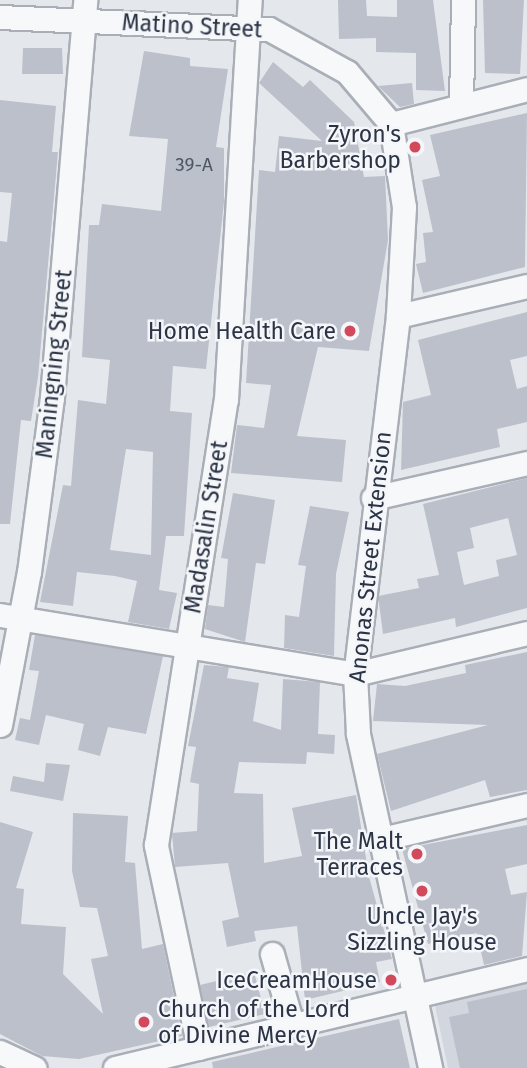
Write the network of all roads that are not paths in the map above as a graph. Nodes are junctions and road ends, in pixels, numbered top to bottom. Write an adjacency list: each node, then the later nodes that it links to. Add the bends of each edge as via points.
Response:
1 (250, 0): 5 (street, Madasalin Street)
2 (463, 0): 7 (street)
3 (85, 10): 4 (street, Matino Street); 5 (street, Matino Street); 13 (street, Maningning Street, via 52,397)
4 (0, 17)
5 (250, 27): 8 (street, Matino Street, via 289,35 334,62); 15 (street, Madasalin Street, via 226,399)
6 (527, 89): 7 (street)
7 (461, 104): 8 (street)
8 (391, 124): 10 (street, Anonas Street Extension, via 404,207)
9 (527, 286): 10 (street)
10 (398, 316): 12 (street, Anonas Street Extension)
11 (527, 463): 12 (street)
12 (373, 498): 16 (street, Anonas Street Extension)
13 (10, 616): 15 (street); 17 (street, Maningning Street)
14 (527, 633): 16 (street)
15 (188, 650): 16 (street); 24 (street, Madasalin Street, via 156,845)
16 (355, 674): 19 (street, Anonas Street Extension, via 358,734)
17 (0, 725)
18 (527, 805): 19 (street)
19 (381, 839): 22 (street, Anonas Street Extension)
20 (272, 954): 23 (street)
21 (527, 969): 22 (street)
22 (414, 994): 23 (street); 28 (street, Anonas Street Extension)
23 (292, 1024): 24 (street)
24 (200, 1048): 27 (street)
25 (7, 1060): 26 (street)
26 (35, 1068)
27 (115, 1068)
28 (430, 1068)

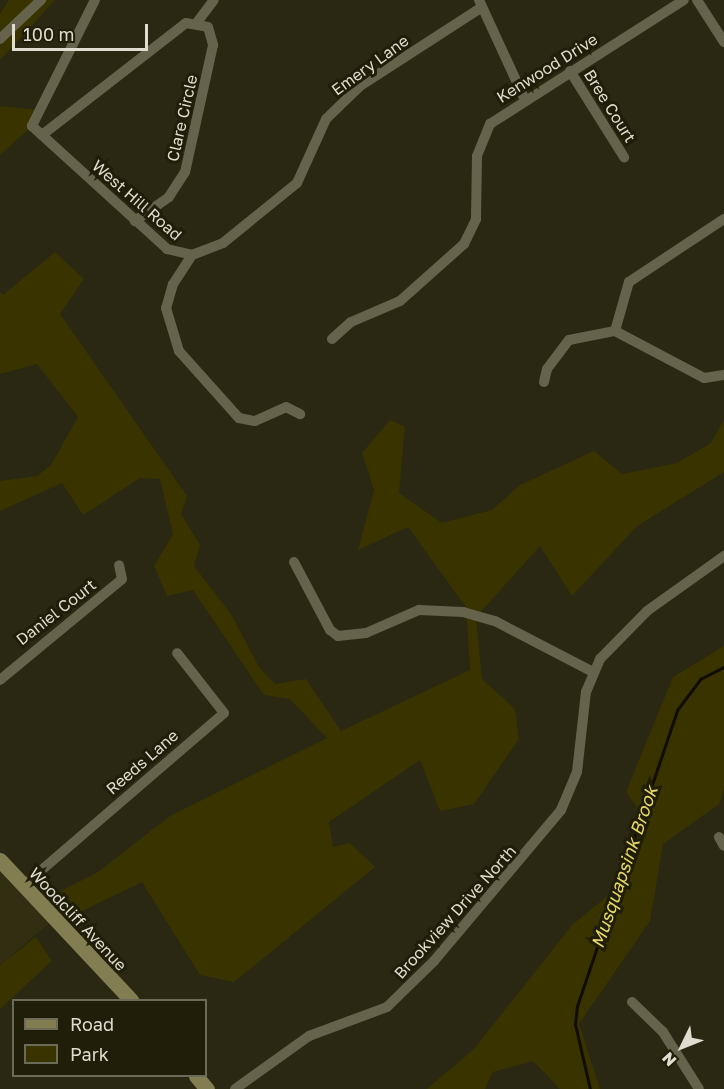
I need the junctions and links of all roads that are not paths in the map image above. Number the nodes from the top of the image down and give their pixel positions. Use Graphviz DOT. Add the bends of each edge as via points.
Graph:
graph roads {
  1 [pos="41,0"];
  2 [pos="95,0"];
  3 [pos="214,0"];
  4 [pos="684,0"];
  5 [pos="697,0"];
  6 [pos="481,4"];
  7 [pos="198,21"];
  8 [pos="0,39"];
  9 [pos="724,42"];
  10 [pos="570,71"];
  11 [pos="525,100"];
  12 [pos="42,135"];
  13 [pos="624,157"];
  14 [pos="724,219"];
  15 [pos="135,221"];
  16 [pos="192,255"];
  17 [pos="615,331"];
  18 [pos="332,339"];
  19 [pos="724,375"];
  20 [pos="544,382"];
  21 [pos="300,414"];
  22 [pos="724,556"];
  23 [pos="294,562"];
  24 [pos="119,565"];
  25 [pos="177,653"];
  26 [pos="593,672"];
  27 [pos="0,680"];
  28 [pos="0,860"];
  29 [pos="23,886"];
  30 [pos="130,999"];
  31 [pos="632,1002"];
  32 [pos="197,1077"];
  33 [pos="207,1089"];
  34 [pos="235,1089"];
  35 [pos="699,1089"];
  1 -- 8 [label="street"];
  2 -- 12 [label="street" via="32,126"];
  3 -- 7 [label="street"];
  4 -- 10 [label="street, Kenwood Drive"];
  5 -- 9 [label="street"];
  6 -- 11 [label="street"];
  6 -- 16 [label="street, Emery Lane" via="360,86 326,119 297,183 223,243"];
  7 -- 12 [label="street" via="186,23"];
  7 -- 15 [label="street, Clare Circle" via="212,32 213,45 185,172 169,197"];
  10 -- 11 [label="street, Kenwood Drive"];
  10 -- 13 [label="street, Bree Court"];
  11 -- 18 [label="street, Kenwood Drive" via="490,124 479,144 479,206 464,244 400,301 351,322"];
  12 -- 15 [label="street, West Hill Road"];
  14 -- 17 [label="street" via="629,282"];
  15 -- 16 [label="street, West Hill Road" via="167,249"];
  16 -- 21 [label="street, West Hill Road" via="173,284 166,308 179,351 239,418 255,421 286,407"];
  17 -- 19 [label="street" via="704,378"];
  17 -- 20 [label="street" via="569,340 547,369"];
  22 -- 26 [label="street" via="647,611 609,647"];
  23 -- 26 [label="street" via="330,630 338,636 366,633 419,610 463,612 495,621"];
  24 -- 27 [label="street, Daniel Court" via="122,579"];
  25 -- 29 [label="street, Reeds Lane" via="224,713"];
  26 -- 34 [label="street, Brookview Drive North" via="570,791 552,825 387,1007 302,1040"];
  28 -- 29 [label="main road, Woodcliff Avenue"];
  29 -- 30 [label="main road, Woodcliff Avenue"];
  31 -- 35 [label="street" via="663,1032"];
  32 -- 33 [label="main road"];
}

···

# [How to complete this task]
Using the records above, copy all lines that include the word "Kenwood".

# [Output for this exercise]
  4 -- 10 [label="street, Kenwood Drive"];
  10 -- 11 [label="street, Kenwood Drive"];
  11 -- 18 [label="street, Kenwood Drive" via="490,124 479,144 479,206 464,244 400,301 351,322"];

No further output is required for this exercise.